Types Of Google Searches

The former lead developer of Tumblr wrote an article a few days ago breaking down the problem nicely. He identifies four types of Google queries:

  • Address bar: Where is this specific page that I know exists but I don’t know its URL? Examples:
    • usps hold mail form
    • google closure compiler
  • Reference: What is the answer to this specific, unambiguous question? Examples:
    • 2010 ira contribution limit
    • hotmail iPhone setup
  • Guide: Where is some good information on a specific topic? Examples:
    • electrical outlet wiring
    • glass kettle safe on gas stove
  • Product research: What are some opinions, recommendations, reviews, or even general information for a certain kind of product or need, even a specific one?
    • large sensor compact camera
    • garage door opener review
    • westchester duct cleaning

Google Spam

Product research on Google is almost completely useless. That’s been true for a long time. At the moment it’s still possible to get more or less useful information about products from the dedicated pages at Google Product Search and Bing Shopping, but not from the main Google search page.

Lately the “guide” pages have been overwhelmed with spam sites that turn up high in search results for way too many typical questions. From the same article:

Searching Google is now like asking a question in a crowded flea market of hungry, desperate, sleazy salesmen who all claim to have the answer to every question you ask.

“Hey, anyone know how to wire an outlet?”

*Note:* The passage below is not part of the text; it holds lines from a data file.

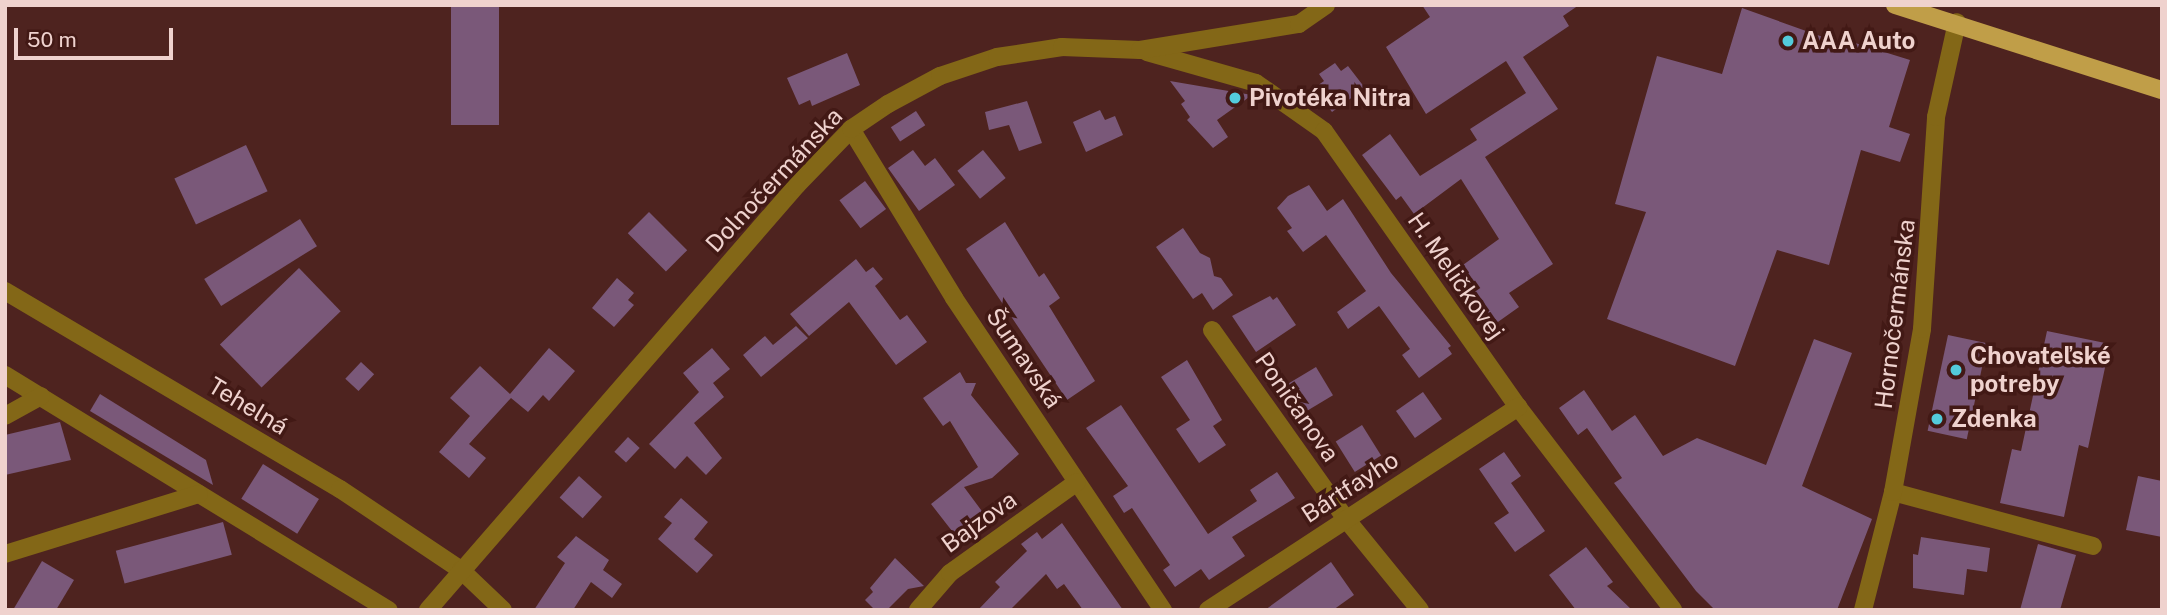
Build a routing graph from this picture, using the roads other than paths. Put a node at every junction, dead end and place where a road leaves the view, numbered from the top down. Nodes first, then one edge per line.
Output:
1 (1326, 5) edge
2 (1895, 5) edge
3 (1957, 22) junction
4 (1140, 50) junction
5 (2162, 90) edge
6 (851, 129) junction
7 (5, 291) edge
8 (1212, 330) dead end
9 (5, 375) edge
10 (40, 396) junction
11 (1518, 407) junction
12 (5, 416) edge
13 (1077, 482) junction
14 (1893, 492) junction
15 (199, 494) junction
16 (1346, 519) junction
17 (2093, 546) dead end
18 (5, 554) edge
19 (461, 570) junction
20 (389, 610) edge
21 (428, 610) edge
22 (503, 610) edge
23 (918, 610) edge
24 (1163, 610) edge
25 (1208, 610) edge
26 (1420, 610) edge
27 (1673, 610) edge
28 (1863, 610) edge

1 - 4 street, Dolnočermánska
2 - 3 main road
3 - 5 main road
3 - 14 street, Hornočermánska
4 - 6 street, Dolnočermánska
4 - 11 street, H. Meličkovej
6 - 13 street, Šumavská
6 - 19 street, Dolnočermánska
7 - 19 street, Tehelná
8 - 16 street, Poničanova
9 - 10 street
10 - 12 street
10 - 15 street
11 - 16 street, Bártfayho
11 - 27 street, H. Meličkovej
13 - 23 street, Bajzova
13 - 24 street, Šumavská
14 - 17 street
14 - 28 street, Hornočermánska
15 - 18 street
15 - 20 street
16 - 25 street, Bártfayho
16 - 26 street, Poničanova
19 - 21 street, Dolnočermánska
19 - 22 street, Tehelná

“Did you say ‘how to wire an outlet’?”
“I can help you with how to wire an outlet!”
“Here is info on how to wire an outlet!”
“Bargain prices on how to wire an outlet!”
“Guide to wiring outlets in New York, right here!”

And none of them actually know a damn thing about what you’re asking, of course — they’re just offering meaningless, valueless words that seem to form sentences until you actually try to make use of them.

They call this “content”. But it’s not, really — it’s filler. And by a more common-sense definition, it’s spam.

The same process is starting now for the “reference” type of Google search. I’ve started to see spam when I research technical questions.

And perhaps you’ve noticed the same thing I have – when I search for a specific company name or product, the official site is not necessarily the first result, leading to the ominous possibility that the spammers might even start to game that kind of query.

Google is certainly aware of the problem but no one can predict when – or whether – it will change its algorithms and try to defeat the web spammers. More and more people are commenting about it, suggesting it might rise to the level of an Internet meme that Google is forced to acknowledge. Some of the recent articles:

Bruce Sterling weighed in a few days ago in this Well thread:

There was a halcyon period there where people seemed lost in the info overload and the search machines were full of limpid lucidity. But we may be approaching a period where the machines will feed you an infinite amount of cunningly-engineered gibberish and you have to climb to the mountaintop and talk to some human greybeard in order to have any idea what’s going on.

When you get to a site that is not very useful and seems to have a lot of advertising, just leave. Don’t help them make money by clicking on links. Eventually you’ll run into a link that leads to a poisoned web site, and then you’ll have to call me and we’ll have one of those depressing conversations that leads to a nice drive out to Sebastopol to drop off your computer.

Be careful out there! May all your searches be productive and safe.